## RECORDS TO USE
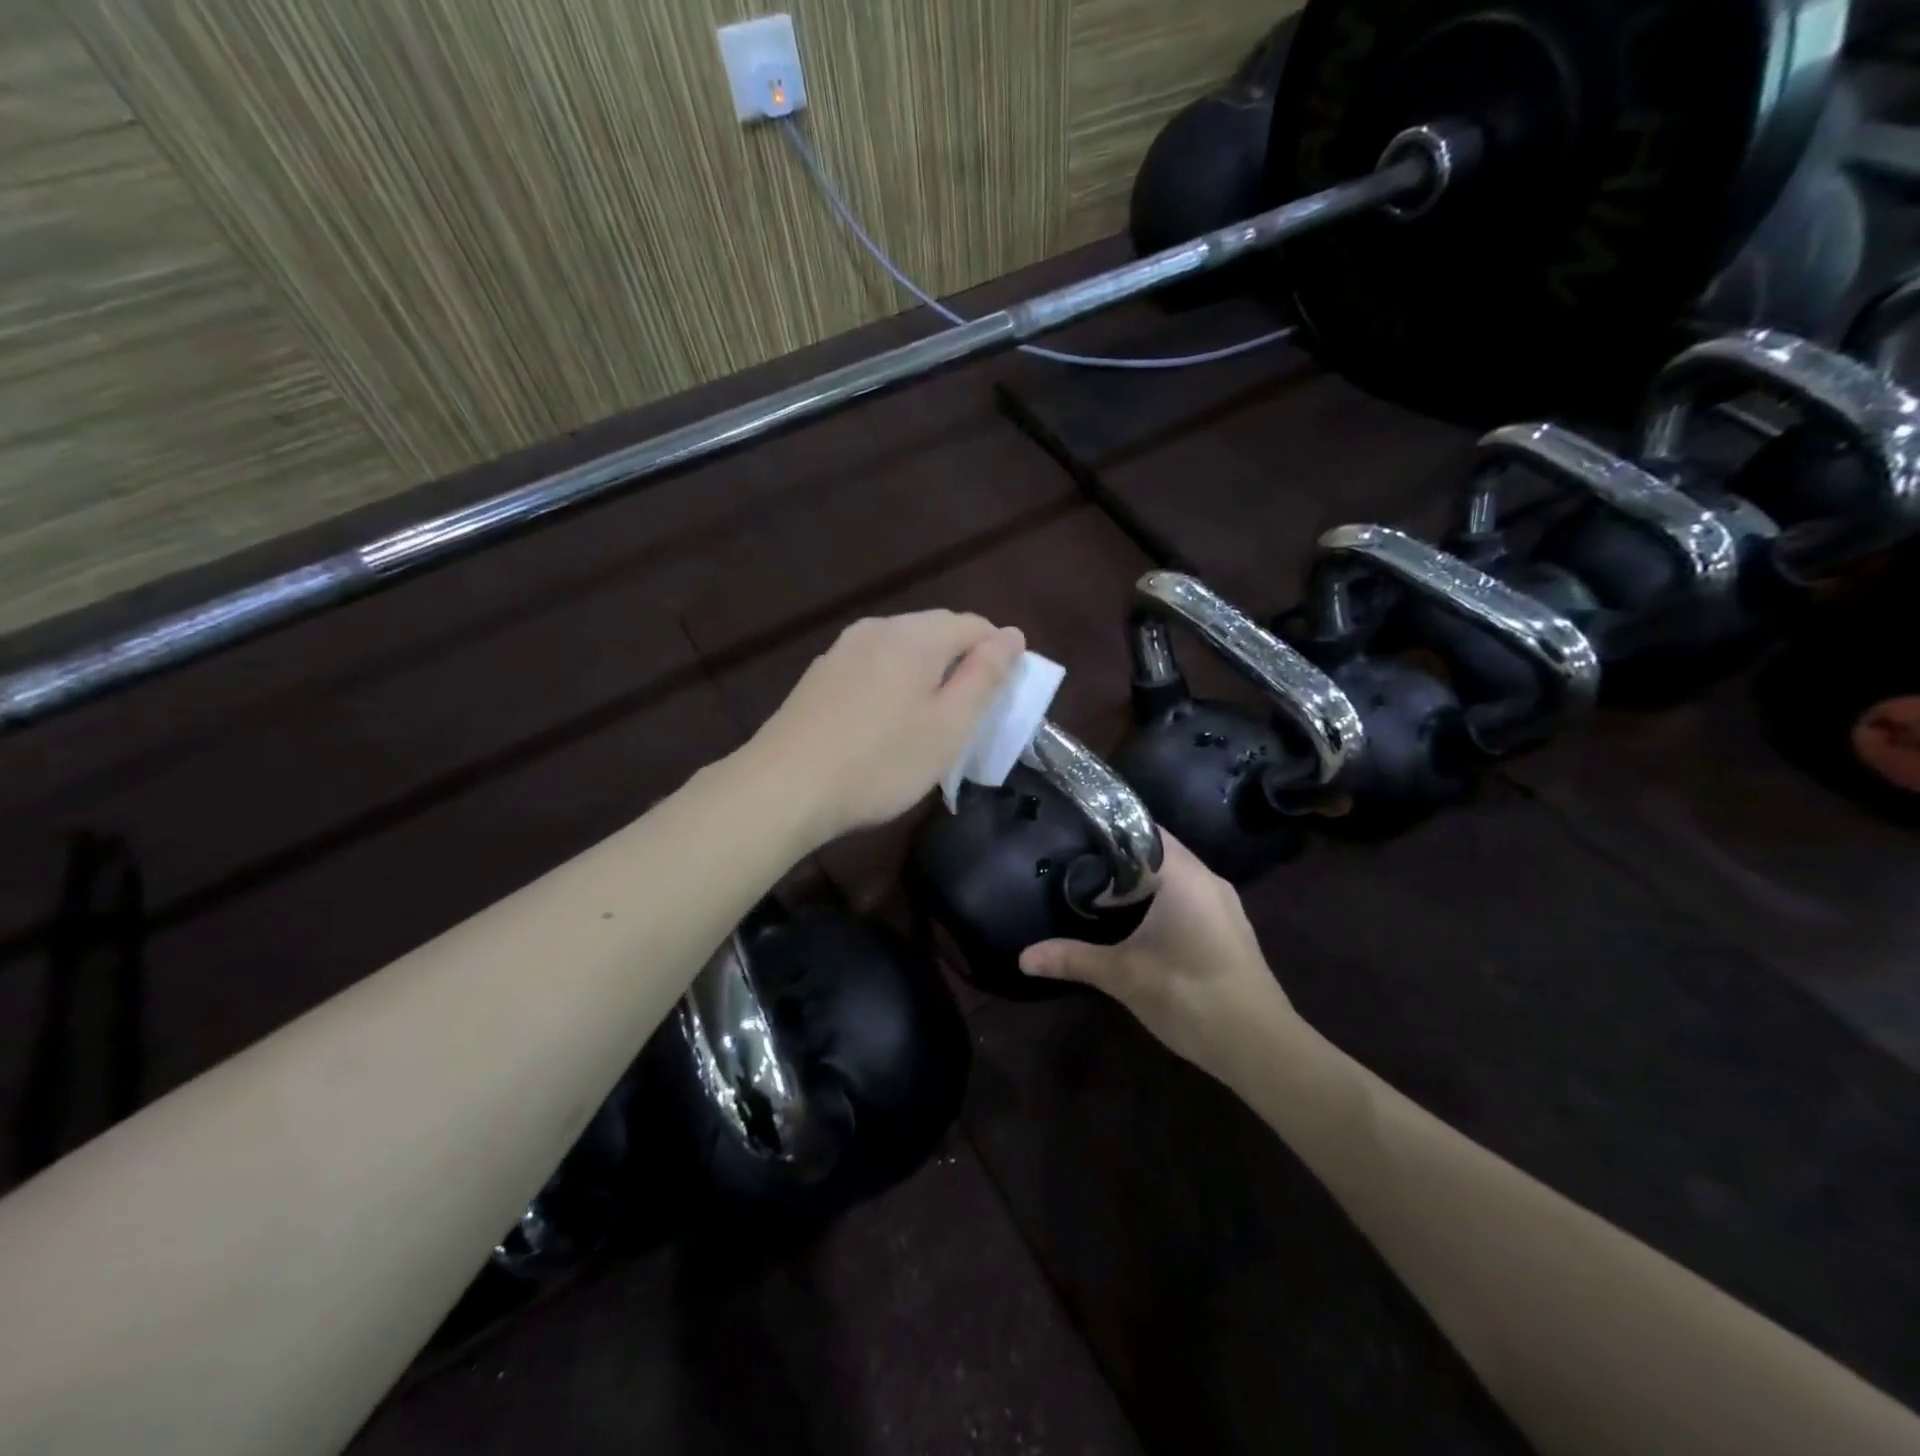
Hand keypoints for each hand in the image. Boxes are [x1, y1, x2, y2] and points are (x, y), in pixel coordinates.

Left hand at [749, 610, 1025, 847]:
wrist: (783, 788)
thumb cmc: (881, 761)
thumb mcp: (949, 726)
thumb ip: (985, 676)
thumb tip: (1012, 635)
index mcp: (915, 634)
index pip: (975, 625)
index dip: (999, 657)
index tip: (1001, 702)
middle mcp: (877, 628)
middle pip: (937, 633)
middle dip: (962, 667)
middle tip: (969, 718)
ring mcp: (842, 650)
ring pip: (903, 652)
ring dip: (926, 678)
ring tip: (929, 724)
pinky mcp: (820, 676)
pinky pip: (873, 668)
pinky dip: (893, 687)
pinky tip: (885, 726)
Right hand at [1020, 834, 1299, 1084]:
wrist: (1260, 1046)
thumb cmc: (1189, 995)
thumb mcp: (1123, 975)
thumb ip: (1073, 958)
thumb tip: (1023, 957)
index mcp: (1185, 876)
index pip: (1144, 831)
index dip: (1110, 830)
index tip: (1075, 835)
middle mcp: (1208, 880)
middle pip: (1159, 853)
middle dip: (1120, 859)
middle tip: (1077, 864)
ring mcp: (1224, 905)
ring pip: (1175, 878)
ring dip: (1142, 883)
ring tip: (1099, 890)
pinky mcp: (1229, 930)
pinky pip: (1189, 898)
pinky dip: (1161, 901)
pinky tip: (1137, 923)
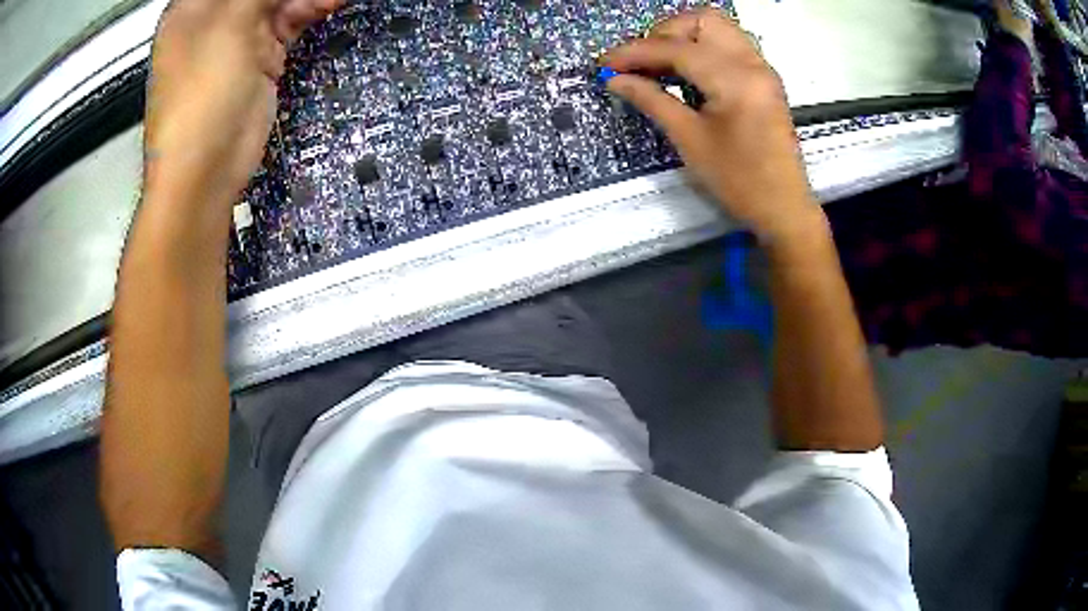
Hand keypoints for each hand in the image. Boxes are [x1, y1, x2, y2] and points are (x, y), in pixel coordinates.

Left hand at [144, 0, 341, 206]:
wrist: (206, 170)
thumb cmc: (200, 98)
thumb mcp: (230, 25)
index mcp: (193, 7)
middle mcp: (213, 19)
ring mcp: (237, 40)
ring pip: (278, 2)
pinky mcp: (258, 59)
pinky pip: (288, 24)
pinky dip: (309, 12)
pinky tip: (328, 5)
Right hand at [602, 9, 822, 244]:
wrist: (784, 208)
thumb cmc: (738, 181)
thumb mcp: (690, 140)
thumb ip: (652, 100)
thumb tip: (616, 79)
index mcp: (735, 79)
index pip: (676, 48)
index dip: (636, 52)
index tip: (606, 64)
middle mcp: (752, 63)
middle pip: (702, 20)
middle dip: (664, 33)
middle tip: (642, 62)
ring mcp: (762, 69)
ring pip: (719, 27)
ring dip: (685, 36)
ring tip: (661, 64)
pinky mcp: (765, 79)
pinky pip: (730, 44)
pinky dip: (703, 47)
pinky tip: (687, 71)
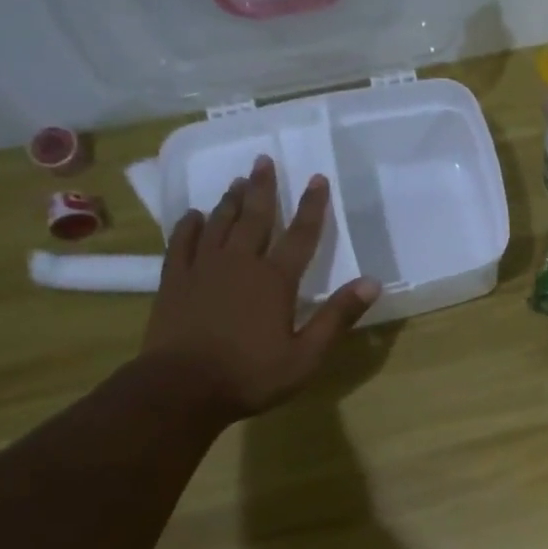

## WORK TO COMPLETE
Copy every record exactly; no pictures.

## RESPONSE
Hand keypoints for each hand in the image. Boxes are [x1, y1, x2, y2] and points are (x, y), in pixel coordinates.

Left hand at [749, 610, 1025, 847]:
wrist: (783, 788)
thumb cmc: (881, 761)
thumb mcp: (949, 726)
thumb ip: (985, 676)
thumb tip: (1012, 635)
index mcp: (915, 634)
index pip: (975, 625)
index dip: (999, 657)
index tip: (1001, 702)
middle mcp: (877, 628)
middle pip: (937, 633)
middle dip: (962, 667)
middle tip: (969, 718)
ring mcp: (842, 650)
ring pip: (903, 652)
ring dip: (926, 678)
ring tip: (929, 724)
pinky mcp: (820, 676)
pinky pip: (873, 668)
pinky dip: (893, 687)
pinky tip: (885, 726)
Right hand at [1020, 834, 1299, 1084]:
wrist: (1260, 1046)
thumb cmc: (1189, 995)
thumb mcp: (1123, 975)
thumb ip: (1073, 958)
thumb tip: (1023, 957)
index mcp: (1185, 876)
index pip: (1144, 831)
index dip: (1110, 830)
index tip: (1075, 835)
middle mcp: (1208, 880)
middle pip: (1159, 853)
middle dip: (1120, 859)
middle tip: (1077, 864)
ring mcp: (1224, 905)
ring pip: (1175, 878)
ring dip: (1142, 883)
ring tip: (1099, 890)
pinky mcp: (1229, 930)
pinky pip: (1189, 898)
pinky dip: (1161, 901)
pinky tip: (1137, 923)
Hand keypoints for each hand in the image. Boxes are [x1, y1, x2, y2] and points are (x, y), in pixel coordinates.

Left hand at [144, 0, 341, 206]:
wrist: (206, 170)
thumb cmc: (200, 98)
thumb mcp: (230, 25)
index mcp: (193, 7)
middle mcp: (213, 19)
ring mcp: (237, 40)
ring pip: (278, 2)
pinky mcp: (258, 59)
pinky pip: (288, 24)
pinky dip: (309, 12)
pinky tip: (328, 5)
Right hand at [602, 9, 822, 244]:
wrist: (784, 208)
thumb cmc: (738, 181)
thumb mcp: (690, 140)
thumb ip: (652, 100)
thumb tip: (616, 79)
index mcp: (735, 79)
index pip: (676, 48)
index dip: (636, 52)
index tip: (606, 64)
middle mcp: (752, 63)
middle pip: (702, 20)
middle dip: (664, 33)
middle tip: (642, 62)
ring mcp: (762, 69)
ring pip: (719, 27)
ring dip: (685, 36)
ring tip: (661, 64)
pinky mcp: (765, 79)
pinky pip: (730, 44)
pinky dip: (703, 47)
pinky tip: (687, 71)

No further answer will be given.